Asia Manufacturing Review Team | Thursday, 01 May 2025

 Asia Manufacturing Review Team

Solar manufacturers in China reported losses as U.S. President Donald Trump's trade conflict increased pressure on demand in an industry where top producers were already facing low prices and export tariffs to the United States. Top manufacturers Longi Green Energy and JinkoSolar both reported a net loss of 1.4 billion yuan ($193 million) for the initial quarter, while rivals JA Solar and Trina Solar recorded losses of 1.6 billion yuan and 1.3 billion yuan, respectively. Longi announced a net deficit of 8.6 billion yuan for 2024 and advised analysts in a call that the demand for solar products was expected to stay consistent on a year-over-year basis in 2025.

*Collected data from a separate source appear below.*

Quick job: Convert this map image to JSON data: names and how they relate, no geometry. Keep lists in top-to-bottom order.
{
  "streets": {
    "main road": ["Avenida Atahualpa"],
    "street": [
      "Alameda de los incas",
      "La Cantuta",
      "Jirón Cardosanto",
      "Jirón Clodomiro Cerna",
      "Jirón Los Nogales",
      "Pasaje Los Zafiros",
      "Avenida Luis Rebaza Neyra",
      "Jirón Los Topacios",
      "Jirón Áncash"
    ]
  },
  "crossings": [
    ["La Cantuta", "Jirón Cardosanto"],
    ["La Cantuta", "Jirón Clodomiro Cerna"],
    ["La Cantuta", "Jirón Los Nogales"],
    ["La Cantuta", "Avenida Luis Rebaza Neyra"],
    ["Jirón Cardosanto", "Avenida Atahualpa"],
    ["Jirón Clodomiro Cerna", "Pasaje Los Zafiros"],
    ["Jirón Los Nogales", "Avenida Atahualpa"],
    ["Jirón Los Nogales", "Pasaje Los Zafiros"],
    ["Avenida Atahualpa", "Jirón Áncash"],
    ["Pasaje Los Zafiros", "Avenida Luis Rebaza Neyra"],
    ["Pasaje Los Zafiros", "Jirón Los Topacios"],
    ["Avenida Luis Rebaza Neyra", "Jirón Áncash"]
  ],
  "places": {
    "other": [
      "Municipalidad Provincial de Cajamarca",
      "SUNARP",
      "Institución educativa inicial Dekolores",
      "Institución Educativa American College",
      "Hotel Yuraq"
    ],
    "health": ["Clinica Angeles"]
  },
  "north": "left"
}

"Throughout the reporting period, prices in the solar industry supply chain were low, and overseas trade policies affected demand, putting pressure on all industry segments," stated Jinko, observing that losses increased from 473.7 yuan in the final quarter of last year. The company's sales of solar products, which include silicon wafers, solar cells, and modules, fell by 12.68 percent from the prior year, amounting to 19,130 megawatts for the quarter. Jinko reported that it underwent the fastest growth in the Asia Pacific and Africa regions, while China, the U.S., and Europe remain the biggest markets.

Before Trump's trade war, during which he enacted 145% tariffs on Chinese products, Chinese solar exports to the U.S.—the second-largest solar market after China—were already facing tariffs. As a result, Chinese manufacturers set up production centers in Southeast Asian countries, which U.S. producers later targeted through trade cases alleging that these nations were flooding the market with inexpensive goods. In response to one of these scenarios, the U.S. last week imposed tariffs as high as 3,500 percent on solar products produced by Chinese solar firms based in Malaysia, Cambodia, Thailand, and Vietnam.

During its investor call, Jinko disclosed that around 5 percent of its sales in the quarter came from the U.S. Jinko notified investors that, in addition to solar products, tariffs were making the sale of battery storage systems to the U.S. prohibitively expensive.